This is the only photo I have of my time in the hospital. I think it’s telling of the experience – I chose to only capture the good.
Many of you may know this about me, but I’ve never directly addressed it in my blog before, so here’s the story of how May 1st changed my life:
Six years ago on Friday, April 13th, 2012 I underwent surgery to repair ligaments in my right foot. Shortly after, on April 24th, I went to get an ultrasound on my leg because of severe pain in my calf. Finding nothing, they sent me home. (two things here: I will never again have a medical procedure on Friday the 13th, and I will never use SimonMed Imaging for any kind of medical testing again.)
A week later, on May 1st, I was rushed to the hospital with several blood clots in my lungs and leg. Almost 50% of people with pulmonary emboli (blood clots in their lungs) die instantly. I was one of the lucky ones.
Normally, I’m a person with horrible memory. I have trouble remembering specifics – dates, conversations, etc. But I remember, what seems like, every single minute of that whole ordeal.
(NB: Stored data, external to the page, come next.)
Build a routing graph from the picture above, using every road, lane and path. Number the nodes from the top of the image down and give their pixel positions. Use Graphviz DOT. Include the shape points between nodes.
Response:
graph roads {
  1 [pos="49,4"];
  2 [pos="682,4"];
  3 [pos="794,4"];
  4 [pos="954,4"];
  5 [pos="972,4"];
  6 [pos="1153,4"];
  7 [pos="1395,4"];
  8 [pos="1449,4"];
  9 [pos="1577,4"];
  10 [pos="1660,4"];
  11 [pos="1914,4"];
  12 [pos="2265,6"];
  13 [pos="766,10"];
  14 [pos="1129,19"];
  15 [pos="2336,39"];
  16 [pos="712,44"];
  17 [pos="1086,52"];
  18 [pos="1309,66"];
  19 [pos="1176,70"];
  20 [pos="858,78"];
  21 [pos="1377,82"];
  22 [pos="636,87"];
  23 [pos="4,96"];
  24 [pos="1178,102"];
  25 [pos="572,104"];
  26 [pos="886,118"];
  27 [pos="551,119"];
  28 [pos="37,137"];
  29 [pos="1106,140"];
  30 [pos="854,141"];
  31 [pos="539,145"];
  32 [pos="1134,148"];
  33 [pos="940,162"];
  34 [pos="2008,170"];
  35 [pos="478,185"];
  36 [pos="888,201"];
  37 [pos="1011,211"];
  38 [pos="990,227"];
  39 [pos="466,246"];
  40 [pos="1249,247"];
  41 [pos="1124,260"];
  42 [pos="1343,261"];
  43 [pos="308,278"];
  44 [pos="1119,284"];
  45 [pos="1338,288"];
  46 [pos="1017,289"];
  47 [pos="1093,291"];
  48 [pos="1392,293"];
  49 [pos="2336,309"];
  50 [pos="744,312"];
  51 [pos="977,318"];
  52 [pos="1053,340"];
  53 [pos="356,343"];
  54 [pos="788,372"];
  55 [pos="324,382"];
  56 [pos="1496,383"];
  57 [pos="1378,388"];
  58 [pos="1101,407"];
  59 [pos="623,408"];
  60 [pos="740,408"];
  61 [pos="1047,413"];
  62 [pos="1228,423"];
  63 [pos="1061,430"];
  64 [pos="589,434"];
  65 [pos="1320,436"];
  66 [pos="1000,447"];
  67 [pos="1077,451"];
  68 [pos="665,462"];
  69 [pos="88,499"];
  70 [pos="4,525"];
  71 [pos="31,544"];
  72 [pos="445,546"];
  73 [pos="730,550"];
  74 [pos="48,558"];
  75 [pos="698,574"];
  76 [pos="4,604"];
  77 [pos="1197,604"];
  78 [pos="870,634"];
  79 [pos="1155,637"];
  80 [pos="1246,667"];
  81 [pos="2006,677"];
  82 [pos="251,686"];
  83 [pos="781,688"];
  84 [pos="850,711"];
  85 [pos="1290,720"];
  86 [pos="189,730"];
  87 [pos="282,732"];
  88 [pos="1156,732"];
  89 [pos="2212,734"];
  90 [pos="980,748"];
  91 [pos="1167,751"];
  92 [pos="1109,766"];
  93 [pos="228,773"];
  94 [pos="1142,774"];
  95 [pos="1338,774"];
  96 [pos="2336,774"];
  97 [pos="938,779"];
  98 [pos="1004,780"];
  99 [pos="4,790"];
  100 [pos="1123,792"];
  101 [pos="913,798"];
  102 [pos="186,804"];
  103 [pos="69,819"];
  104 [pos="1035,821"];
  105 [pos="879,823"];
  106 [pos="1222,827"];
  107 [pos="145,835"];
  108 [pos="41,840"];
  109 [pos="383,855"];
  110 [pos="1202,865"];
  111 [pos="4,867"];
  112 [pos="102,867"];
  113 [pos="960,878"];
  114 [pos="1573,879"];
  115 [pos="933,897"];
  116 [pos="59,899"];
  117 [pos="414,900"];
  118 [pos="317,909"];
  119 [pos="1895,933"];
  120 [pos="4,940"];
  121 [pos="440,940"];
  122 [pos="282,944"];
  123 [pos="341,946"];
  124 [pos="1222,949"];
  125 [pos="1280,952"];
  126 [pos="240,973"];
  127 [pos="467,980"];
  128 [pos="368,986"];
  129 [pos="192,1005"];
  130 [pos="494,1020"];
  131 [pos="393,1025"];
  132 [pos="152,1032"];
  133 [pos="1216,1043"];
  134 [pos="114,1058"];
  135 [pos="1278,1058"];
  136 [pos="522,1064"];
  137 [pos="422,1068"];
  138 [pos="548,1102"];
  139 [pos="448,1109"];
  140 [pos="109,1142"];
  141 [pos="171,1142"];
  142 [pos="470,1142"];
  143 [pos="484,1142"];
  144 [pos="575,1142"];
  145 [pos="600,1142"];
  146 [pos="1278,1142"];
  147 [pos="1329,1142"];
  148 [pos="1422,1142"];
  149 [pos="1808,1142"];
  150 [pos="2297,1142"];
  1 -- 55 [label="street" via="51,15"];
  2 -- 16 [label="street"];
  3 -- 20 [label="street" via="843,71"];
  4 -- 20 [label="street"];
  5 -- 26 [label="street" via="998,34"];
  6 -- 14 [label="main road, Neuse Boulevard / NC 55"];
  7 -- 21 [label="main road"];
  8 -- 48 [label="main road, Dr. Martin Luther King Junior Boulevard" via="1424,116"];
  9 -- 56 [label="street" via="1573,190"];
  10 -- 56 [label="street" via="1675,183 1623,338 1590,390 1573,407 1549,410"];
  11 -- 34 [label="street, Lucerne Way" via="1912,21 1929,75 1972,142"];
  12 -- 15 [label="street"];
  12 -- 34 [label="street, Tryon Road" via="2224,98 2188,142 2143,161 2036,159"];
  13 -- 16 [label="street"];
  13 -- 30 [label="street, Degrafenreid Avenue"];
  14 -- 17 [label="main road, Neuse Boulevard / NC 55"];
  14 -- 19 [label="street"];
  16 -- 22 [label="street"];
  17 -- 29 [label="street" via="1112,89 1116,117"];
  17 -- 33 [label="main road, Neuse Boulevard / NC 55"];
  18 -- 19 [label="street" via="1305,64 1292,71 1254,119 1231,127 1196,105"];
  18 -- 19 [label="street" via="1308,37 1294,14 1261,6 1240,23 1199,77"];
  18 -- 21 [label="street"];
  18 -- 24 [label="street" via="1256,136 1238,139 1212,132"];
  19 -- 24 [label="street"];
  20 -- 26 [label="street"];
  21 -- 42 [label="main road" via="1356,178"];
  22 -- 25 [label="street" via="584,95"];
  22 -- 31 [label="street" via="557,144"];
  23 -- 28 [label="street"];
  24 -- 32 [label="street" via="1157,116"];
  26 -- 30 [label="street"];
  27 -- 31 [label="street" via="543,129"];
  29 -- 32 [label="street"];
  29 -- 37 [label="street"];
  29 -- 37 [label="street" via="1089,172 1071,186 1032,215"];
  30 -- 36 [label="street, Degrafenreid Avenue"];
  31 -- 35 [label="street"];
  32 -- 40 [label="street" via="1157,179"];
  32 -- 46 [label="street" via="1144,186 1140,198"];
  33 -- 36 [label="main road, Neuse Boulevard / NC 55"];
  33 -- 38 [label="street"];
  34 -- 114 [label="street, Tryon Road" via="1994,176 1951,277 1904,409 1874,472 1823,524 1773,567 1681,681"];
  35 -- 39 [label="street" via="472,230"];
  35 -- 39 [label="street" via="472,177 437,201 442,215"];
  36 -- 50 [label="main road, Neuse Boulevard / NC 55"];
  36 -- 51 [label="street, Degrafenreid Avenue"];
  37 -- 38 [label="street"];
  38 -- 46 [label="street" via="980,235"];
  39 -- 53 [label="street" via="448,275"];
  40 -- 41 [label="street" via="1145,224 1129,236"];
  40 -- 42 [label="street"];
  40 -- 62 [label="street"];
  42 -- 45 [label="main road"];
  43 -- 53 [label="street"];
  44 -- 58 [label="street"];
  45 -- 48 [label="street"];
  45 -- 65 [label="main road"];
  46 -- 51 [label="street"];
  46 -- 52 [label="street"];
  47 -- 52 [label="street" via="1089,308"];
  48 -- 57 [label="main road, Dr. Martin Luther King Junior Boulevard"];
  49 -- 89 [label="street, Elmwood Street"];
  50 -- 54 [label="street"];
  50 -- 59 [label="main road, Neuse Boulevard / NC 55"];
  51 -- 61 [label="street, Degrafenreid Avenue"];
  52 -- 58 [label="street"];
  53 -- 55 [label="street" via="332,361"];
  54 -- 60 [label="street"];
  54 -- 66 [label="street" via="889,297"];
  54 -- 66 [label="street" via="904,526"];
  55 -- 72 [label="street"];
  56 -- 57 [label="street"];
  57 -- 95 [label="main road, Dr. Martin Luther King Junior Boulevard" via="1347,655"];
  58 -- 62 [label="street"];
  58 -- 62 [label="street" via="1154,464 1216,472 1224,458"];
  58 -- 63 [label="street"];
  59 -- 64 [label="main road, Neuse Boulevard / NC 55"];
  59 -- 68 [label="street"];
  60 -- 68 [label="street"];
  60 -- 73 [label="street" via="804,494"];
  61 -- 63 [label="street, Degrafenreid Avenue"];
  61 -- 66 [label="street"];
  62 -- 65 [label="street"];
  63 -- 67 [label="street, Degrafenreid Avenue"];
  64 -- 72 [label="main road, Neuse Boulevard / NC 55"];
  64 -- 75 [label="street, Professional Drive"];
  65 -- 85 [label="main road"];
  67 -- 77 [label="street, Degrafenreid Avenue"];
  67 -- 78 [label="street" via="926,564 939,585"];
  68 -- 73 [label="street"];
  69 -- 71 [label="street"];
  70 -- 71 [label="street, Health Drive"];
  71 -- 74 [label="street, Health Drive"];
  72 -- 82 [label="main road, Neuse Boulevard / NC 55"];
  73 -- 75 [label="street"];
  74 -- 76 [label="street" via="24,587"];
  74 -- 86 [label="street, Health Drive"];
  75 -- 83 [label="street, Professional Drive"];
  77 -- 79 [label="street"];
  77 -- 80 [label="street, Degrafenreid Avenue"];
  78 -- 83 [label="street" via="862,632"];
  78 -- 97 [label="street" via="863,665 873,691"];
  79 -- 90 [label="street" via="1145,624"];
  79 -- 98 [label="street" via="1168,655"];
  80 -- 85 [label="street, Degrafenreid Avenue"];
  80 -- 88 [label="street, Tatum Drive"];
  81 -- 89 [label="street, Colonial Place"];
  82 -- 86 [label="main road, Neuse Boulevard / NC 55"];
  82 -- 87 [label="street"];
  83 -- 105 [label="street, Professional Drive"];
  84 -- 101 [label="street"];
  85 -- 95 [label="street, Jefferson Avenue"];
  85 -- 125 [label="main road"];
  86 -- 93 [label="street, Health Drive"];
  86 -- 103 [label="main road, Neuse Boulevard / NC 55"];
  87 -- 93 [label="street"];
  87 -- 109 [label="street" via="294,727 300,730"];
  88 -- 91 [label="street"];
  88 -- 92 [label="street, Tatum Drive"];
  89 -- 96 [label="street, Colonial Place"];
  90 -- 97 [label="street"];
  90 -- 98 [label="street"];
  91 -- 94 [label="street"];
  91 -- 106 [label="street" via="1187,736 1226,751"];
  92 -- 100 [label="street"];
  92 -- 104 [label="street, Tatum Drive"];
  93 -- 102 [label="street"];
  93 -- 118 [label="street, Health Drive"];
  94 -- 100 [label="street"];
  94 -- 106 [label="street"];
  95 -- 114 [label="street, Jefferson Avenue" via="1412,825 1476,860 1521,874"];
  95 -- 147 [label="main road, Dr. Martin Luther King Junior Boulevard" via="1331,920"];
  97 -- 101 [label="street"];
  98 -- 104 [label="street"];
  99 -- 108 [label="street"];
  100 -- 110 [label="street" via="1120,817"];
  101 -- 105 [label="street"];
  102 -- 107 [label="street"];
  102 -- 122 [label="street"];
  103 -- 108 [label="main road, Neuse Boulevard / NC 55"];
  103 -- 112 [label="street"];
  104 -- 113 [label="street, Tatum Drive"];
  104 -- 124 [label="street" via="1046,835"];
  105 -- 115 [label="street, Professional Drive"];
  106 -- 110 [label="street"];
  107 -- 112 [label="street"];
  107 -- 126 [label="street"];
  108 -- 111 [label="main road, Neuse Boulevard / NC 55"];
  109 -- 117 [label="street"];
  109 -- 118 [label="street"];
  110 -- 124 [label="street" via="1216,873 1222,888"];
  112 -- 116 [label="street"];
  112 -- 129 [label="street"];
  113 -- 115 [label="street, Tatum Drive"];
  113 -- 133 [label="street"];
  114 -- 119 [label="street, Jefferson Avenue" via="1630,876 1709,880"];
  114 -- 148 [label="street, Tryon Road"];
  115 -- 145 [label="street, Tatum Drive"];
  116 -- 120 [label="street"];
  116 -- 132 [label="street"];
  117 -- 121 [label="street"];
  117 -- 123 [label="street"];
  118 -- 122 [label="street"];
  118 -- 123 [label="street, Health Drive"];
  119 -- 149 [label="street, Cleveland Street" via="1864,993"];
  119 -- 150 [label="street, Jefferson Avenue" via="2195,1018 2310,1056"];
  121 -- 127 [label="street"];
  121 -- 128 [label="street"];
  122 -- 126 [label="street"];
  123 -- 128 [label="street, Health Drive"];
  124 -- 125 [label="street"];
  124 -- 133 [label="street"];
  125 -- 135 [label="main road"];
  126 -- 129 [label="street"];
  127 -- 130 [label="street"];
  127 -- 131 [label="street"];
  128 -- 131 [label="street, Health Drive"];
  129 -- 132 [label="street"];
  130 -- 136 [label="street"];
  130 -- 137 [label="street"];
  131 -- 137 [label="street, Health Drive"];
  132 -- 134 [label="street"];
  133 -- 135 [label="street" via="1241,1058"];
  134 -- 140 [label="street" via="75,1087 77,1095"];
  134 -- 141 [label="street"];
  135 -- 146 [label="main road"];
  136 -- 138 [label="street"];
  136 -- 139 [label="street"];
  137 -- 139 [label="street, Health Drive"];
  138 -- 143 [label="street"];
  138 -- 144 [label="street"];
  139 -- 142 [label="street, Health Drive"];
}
I was scooting my way down the hall at work on my trusty knee walker (who I named “Lucy”) for my daily 2 p.m. visit to my co-worker Karlee’s office. And I couldn’t breathe. My heart was racing, my lungs felt full of water, and I became extremely light headed. As soon as I sat down in Karlee’s office, I asked her to Google the symptoms of pulmonary embolism. Having all of the symptoms, I did the next rational thing – called my mother! HAHA! My mom, always the voice of reason, calmly told me to hang up and tell Karlee to call 9-1-1.
I will never forget the care and calmness of the paramedics who helped me that day. They knew exactly what was happening, also knew I was freaking the f*ck out, and they helped me tremendously. I’ll also never forget how many my co-workers gathered around Karlee’s office with curiosity – haha! At one point, one of the paramedics went out of the office and I could hear him very sternly tell them that the situation was very serious and they needed to GIVE.HER.SPACE!
The ride in the ambulance seemed to take forever – in reality, it might have been 10 minutes. But the whole time, the kind, calm, compassionate paramedic kept me calm with mindless chatter – asking what plans I had that weekend, and how it was his daughter’s first birthday, so him and his wife were planning a party. Again, details I would otherwise never remember.
The next three days were humiliating, humbling, and life-changing. I wasn’t able to move much – the doctors didn’t want the clots to move from my lungs into to my heart. So after being pumped full of fluids I had to use a bed pan in front of my mother, nurses, doctors, the world (it seemed).
But I will never forget the love. My mother was there at the hospital every single day for the entire time I was there – 10 days – even though it was an hour from home. My friends Daryl, Mike, Shannon, Pat, several coworkers, and my Aunt Toni came to visit me to keep me company and boost my spirits. My good friend Kelli came almost every day to help me braid my unruly hospital hair. My family and friends who lived out of town called almost daily, sent flowers, games, stuffed animals, and Mr. Potato head (see photo above).
During those 10 days, I had a lot of time to think, and I realized that not only did I want to live, but I wanted to have a LIFE. I wanted to travel. I wanted to fall in love. I wanted to experience everything that life had to offer. Up until then, I felt like I had just been existing – going through the motions.
Since then, I’ve truly tried to take time to “stop to smell the roses” and to really be grateful for my life.
I often wonder why it feels so good to share this story (every.single.year – sorry to those who have heard it a trillion times), and I think it’s because it reminds me of these things – the love and the gratitude.
So if there’s one thing you take away from this, as cliche as it sounds, let it be this – Walk in gratitude. Make the most of every day you have, you truly never know when it could be your last.